To evaluate the safety and efficacy of adding fixed-combination brinzolamide 1%/brimonidine 0.2% (BBFC) as adjunctive therapy to travoprost 0.004% (TRAV) in patients with open-angle glaucoma or ocular hypertension.
Multicenter, randomized, double-masked, parallel-group phase 4 clinical trial.
setting : Multicenter; 32 sites in the United States. patient population : Total of 233 patients with open-angle glaucoma or ocular hypertension and with mean intraocular pressure (IOP) ≥21 mm Hg and <32 mm Hg while receiving once-daily TRAV monotherapy. intervention : Masked BBFC or vehicle (3 times daily) adjunctive to TRAV for 6 weeks. main outcome measure : Mean diurnal IOP averaged over 8 AM, 10 AM , 3 PM, and 5 PM time points at week 6. Superiority of BBFC+TRAV over vehicle+TRAV was based on statistical significance of a treatment difference favoring BBFC+TRAV.
Mean diurnal IOP at week 6 (least squares mean ± standard error) was 17.6 ± 0.4 mm Hg and 20.7 ± 0.4 mm Hg in the BBFC+TRAV and vehicle+TRAV groups, respectively (between-group difference, −3.2 ± 0.5 mm Hg; P < .0001). Superiority of BBFC+TRAV over vehicle+TRAV was established. Mean and percent diurnal IOP change from baseline were significantly greater with BBFC+TRAV compared with vehicle+TRAV ( P < .0001 for both). Conjunctival hyperemia was the most common treatment-related adverse event in either group (BBFC+TRAV, 12.8%; vehicle+TRAV, 6.0%).

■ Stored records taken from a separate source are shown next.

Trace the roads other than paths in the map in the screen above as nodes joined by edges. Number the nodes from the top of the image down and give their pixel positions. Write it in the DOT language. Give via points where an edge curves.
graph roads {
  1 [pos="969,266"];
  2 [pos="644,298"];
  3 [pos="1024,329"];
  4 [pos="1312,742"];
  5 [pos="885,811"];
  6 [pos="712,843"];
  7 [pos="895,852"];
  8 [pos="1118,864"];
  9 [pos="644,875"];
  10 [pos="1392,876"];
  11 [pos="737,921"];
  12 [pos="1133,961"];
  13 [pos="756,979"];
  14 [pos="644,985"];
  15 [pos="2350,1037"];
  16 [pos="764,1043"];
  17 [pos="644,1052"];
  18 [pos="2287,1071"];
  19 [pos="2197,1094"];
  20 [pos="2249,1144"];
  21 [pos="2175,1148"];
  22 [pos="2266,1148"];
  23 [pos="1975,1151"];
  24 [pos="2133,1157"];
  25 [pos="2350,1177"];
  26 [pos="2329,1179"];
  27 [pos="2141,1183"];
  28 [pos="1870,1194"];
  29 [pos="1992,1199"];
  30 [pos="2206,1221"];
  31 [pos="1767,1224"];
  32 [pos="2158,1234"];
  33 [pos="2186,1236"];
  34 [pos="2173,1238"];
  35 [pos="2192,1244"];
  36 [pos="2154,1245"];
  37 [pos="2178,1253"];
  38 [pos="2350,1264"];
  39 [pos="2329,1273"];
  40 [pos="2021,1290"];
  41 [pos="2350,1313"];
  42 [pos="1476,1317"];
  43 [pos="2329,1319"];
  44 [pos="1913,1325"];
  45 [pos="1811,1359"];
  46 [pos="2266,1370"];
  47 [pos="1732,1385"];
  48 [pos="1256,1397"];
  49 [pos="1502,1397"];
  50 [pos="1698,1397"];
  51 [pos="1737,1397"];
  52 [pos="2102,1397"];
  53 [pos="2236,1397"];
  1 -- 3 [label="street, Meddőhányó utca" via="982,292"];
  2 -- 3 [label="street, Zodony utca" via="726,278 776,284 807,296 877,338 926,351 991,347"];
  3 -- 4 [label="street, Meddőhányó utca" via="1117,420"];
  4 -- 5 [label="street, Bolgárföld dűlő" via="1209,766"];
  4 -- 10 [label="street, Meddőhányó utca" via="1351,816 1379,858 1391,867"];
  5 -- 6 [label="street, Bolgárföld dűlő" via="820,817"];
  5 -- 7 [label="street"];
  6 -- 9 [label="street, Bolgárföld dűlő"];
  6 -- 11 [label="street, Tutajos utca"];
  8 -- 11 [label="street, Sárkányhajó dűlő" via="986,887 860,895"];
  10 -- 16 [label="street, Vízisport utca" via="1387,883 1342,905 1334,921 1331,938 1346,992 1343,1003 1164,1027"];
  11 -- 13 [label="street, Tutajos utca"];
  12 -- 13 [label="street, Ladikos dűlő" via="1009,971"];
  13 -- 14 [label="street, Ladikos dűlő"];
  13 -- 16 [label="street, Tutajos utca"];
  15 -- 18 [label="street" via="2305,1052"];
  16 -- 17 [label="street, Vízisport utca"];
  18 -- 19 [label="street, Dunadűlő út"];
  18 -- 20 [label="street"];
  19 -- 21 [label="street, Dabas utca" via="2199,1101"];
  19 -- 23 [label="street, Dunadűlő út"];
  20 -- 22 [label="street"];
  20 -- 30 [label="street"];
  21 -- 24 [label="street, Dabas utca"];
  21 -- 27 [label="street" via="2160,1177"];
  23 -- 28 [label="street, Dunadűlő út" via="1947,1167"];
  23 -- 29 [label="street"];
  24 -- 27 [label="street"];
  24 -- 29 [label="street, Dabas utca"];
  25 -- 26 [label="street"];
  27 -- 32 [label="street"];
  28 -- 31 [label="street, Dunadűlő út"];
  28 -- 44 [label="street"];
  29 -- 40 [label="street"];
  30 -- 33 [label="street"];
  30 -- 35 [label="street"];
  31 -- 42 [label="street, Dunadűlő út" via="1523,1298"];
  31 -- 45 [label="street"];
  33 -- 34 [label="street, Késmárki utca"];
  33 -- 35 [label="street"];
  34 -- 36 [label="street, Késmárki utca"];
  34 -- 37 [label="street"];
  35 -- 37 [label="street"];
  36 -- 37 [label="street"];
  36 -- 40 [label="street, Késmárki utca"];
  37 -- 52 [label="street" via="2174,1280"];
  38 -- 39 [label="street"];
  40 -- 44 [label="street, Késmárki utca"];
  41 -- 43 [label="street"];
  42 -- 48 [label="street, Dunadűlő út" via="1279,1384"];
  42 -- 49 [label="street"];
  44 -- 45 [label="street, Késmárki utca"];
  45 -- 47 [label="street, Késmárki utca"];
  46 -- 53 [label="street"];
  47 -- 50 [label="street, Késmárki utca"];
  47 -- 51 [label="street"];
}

Adjunctive treatment with BBFC added to TRAV resulted in lower mean diurnal IOP after 6 weeks of treatment compared with vehicle added to TRAV; this difference was both statistically and clinically significant.
Glaucoma is a progressive optic neuropathy characterized by degeneration of retinal ganglion cells that results in loss of visual field and, potentially, leads to blindness. Although multiple factors (eg, elevated intraocular pressure [IOP], family history, ethnicity, corneal biomechanics) have been associated with the development and progression of primary open-angle glaucoma, large-scale clinical studies have demonstrated that reducing IOP decreases the risk of progression or conversion of ocular hypertension to glaucoma.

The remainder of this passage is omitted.